§ **DATA RECORDS**

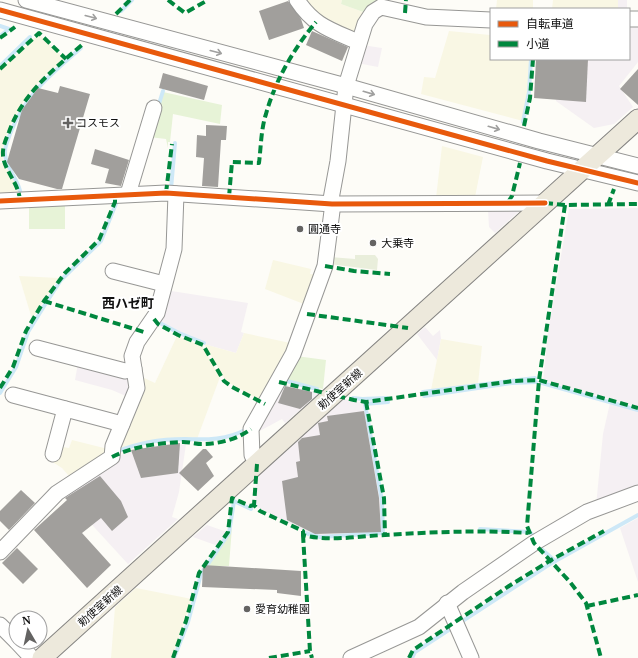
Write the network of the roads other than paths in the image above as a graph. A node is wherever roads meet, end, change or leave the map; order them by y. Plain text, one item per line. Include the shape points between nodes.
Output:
1 (26, 0) edge
2 (297, 0) edge
3 (67, 5) edge
4 (0, 10) edge
5 (490, 20) edge
6 (358, 42) junction
7 (346, 86) junction
8 (343, 104) junction
9 (154, 108) dead end
10 (638, 119) edge
11 (598, 155) junction
12 (638, 166) edge
13 (583, 169) junction
14 (638, 183) edge
15 (128, 194) junction
16 (176, 194) junction
17 (0, 201) edge
18 (545, 203) junction
19 (332, 204) junction
20 (113, 271) dead end
21 (164, 284) junction
22 (36, 348) dead end
23 (134, 369) junction
24 (13, 395) dead end
25 (65, 409) junction
26 (122, 424) junction
27 (60, 446) dead end
28 (257, 464) junction
29 (638, 493) edge
30 (0, 552) edge
31 (447, 603) junction
32 (0, 625) edge
33 (8, 633) edge
34 (25, 650) edge
35 (32, 658) edge
36 (42, 658) edge
37 (350, 658) edge
38 (471, 658) edge

1 - 3 street
2 - 6 street via 316,22
3 -> 7 street
4 - 8 street
5 - 6 street via 426,17 381,7 369,16
6 - 7 street
7 - 8 street
7 -> 11 street via 539,141
8 - 13 street
8 - 19 street
9 - 15 street
10 - 11 main road, 勅使室新線
11 - 12 street
11 - 13 main road, 勅使室新線
13 - 14 street
13 - 18 main road, 勅使室新線
15 - 16 street
15 - 17 street
16 - 19 street
16 - 21 street via 174,249
18 - 19 street
18 - 28 main road, 勅使室新線
19 - 28 street via 325,266 293,354 251,429 252,455
20 - 21 street
21 - 23 street via 157,313 133,351
22 - 23 street via 88,354 125,371
23 - 26 street via 137,388
24 - 25 street via 35,408
25 - 26 street
25 - 27 street
26 - 30 street via 113,446 112,457 57,493
28 - 36 main road, 勅使室新線
29 - 31 street via 587,512 534,543
31 - 37 street via 419,627
31 - 38 street
32 - 33 street
34 - 35 street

§ **EXERCISE**
Every entry, exactly as written: transcribe it, passing over any pictures.

§ **PROBLEM SOLUTION**
Write the network of the roads other than paths in the image above as a graph. A node is wherever roads meet, end, change or leave the map; order them by y. Plain text, one item per line. Include the shape points between nodes.
Output:
1 (26, 0) edge
2 (297, 0) edge
3 (67, 5) edge
4 (0, 10) edge
5 (490, 20) edge
6 (358, 42) junction
7 (346, 86) junction
8 (343, 104) junction
9 (154, 108) dead end
10 (638, 119) edge
11 (598, 155) junction
12 (638, 166) edge
13 (583, 169) junction
14 (638, 183) edge
15 (128, 194) junction
16 (176, 194) junction
17 (0, 201) edge
18 (545, 203) junction
19 (332, 204) junction
20 (113, 271) dead end
21 (164, 284) junction
22 (36, 348) dead end
23 (134, 369) junction
24 (13, 395) dead end
25 (65, 409) junction
26 (122, 424) junction
27 (60, 446) dead end
28 (257, 464) junction
29 (638, 493) edge
30 (0, 552) edge
31 (447, 603) junction
32 (0, 625) edge
33 (8, 633) edge
34 (25, 650) edge
35 (32, 658) edge
36 (42, 658) edge
37 (350, 658) edge
38 (471, 658) edge

1 - 3 street
2 - 6 street via 316,22
3 -> 7 street
4 - 8 street
5 - 6 street via 426,17 381,7 369,16
6 - 7 street
7 - 8 street
7 -> 11 street via 539,141
8 - 13 street
8 - 19 street
9 - 15 street
10 - 11 main road, 勅使室新線
11 - 12 street
11 - 13 main road, 勅使室新線
13 - 14 street
13 - 18 main road, 勅使室新線
15 - 16 street
15 - 17 street
16 - 19 street
16 - 21 street via 174,249
18 - 19 street
18 - 28 main road, 勅使室新線
19 - 28 street via 325,266 293,354 251,429 252,455
20 - 21 street
21 - 23 street via 157,313 133,351
22 - 23 street via 88,354 125,371
23 - 26 street via 137,388
24 - 25 street via 35,408
25 - 26 street
25 - 27 street
26 - 30 street via 113,446 112,457 57,493
28 - 36 main road, 勅使室新線
29 - 31 street via 587,512 534,543
31 - 37 street via 419,627
31 - 38 street
32 - 33 street
34 - 35 street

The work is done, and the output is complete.